E antes que eu dissesse algo, ela se adianta: "Sim, morreu uma pessoa. É sempre ruim, mas e daí? Uma pessoa entre 4 milhões. Morre gente quase todo dia em briga de boteco por aí e a gente nem liga. Briga de garotos, de gangues, paciência...".
Como é de esquerda, minha amiga aproveita e dá um peteleco em Kassab: "Tirou os ambulantes da rua, estava difícil encontrar comida". De fato, houve quem ficasse uma hora e meia na fila para comprar um pastel na madrugada.
A morte trágica (ou banal) do jovem Alexandre Alves Santos, 17 anos, esfaqueado na av. São João, evoca, ironicamente, a canção talvez mais famosa da boemia paulistana -"Ronda", de Paulo Vanzolini.
"E neste dia então/ Vai dar na primeira edição/ Cena de sangue num bar/ Da avenida São João", dizem os versos finais do samba-canção composto lá atrás, em 1945. Nele, o marido que enlouquece sua amada de ciúmes passa as horas "Bebendo com outras mulheres/ Rolando um dadinho/ Jogando bilhar".

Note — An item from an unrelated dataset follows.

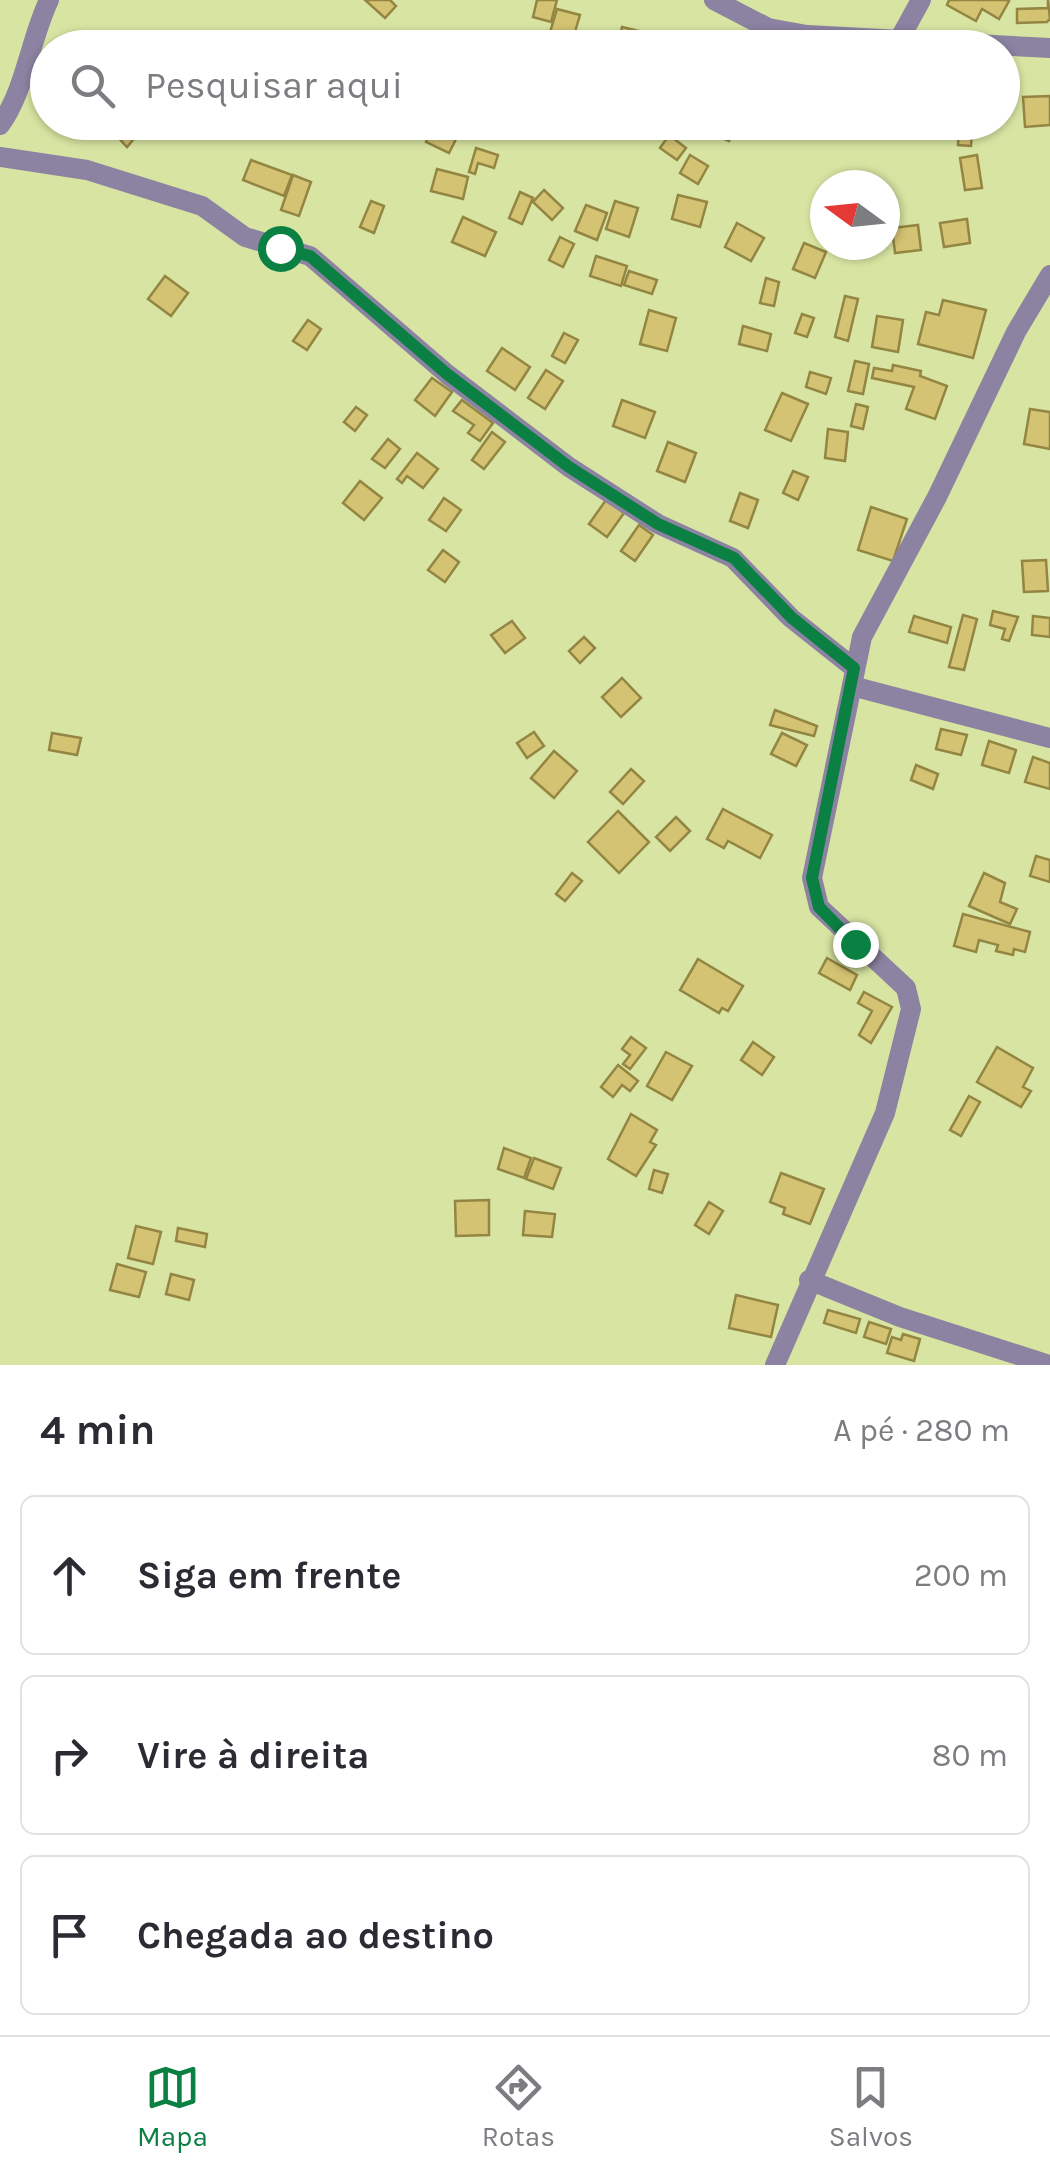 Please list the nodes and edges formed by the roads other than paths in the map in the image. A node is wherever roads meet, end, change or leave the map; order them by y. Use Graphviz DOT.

É um mundo de antigamente, este dos dadinhos e do bilhar. E é curioso que essa atmosfera nostálgica encontre abrigo e espaço entre as atrações da Virada, ao lado de exibições de "suspensão corporal". Há no evento, no meio de tanto som e fúria, um desejo de resgatar o que já foi um dia a região central. A vida, no entanto, segue como ela é.
Mau cheiro nas ruas, lixeiras transbordando desde cedo, banheiros químicos de menos, roubos de carteiras, tênis e celulares, policiamento falho -longe de ser um acidente isolado, a morte na São João se explica melhor dentro de um estado de coisas desolador.
A Virada, como iniciativa, só pode ser apoiada. Mas o que ela revela da cidade e das pessoas é menos a arte do que uma complicada realidade.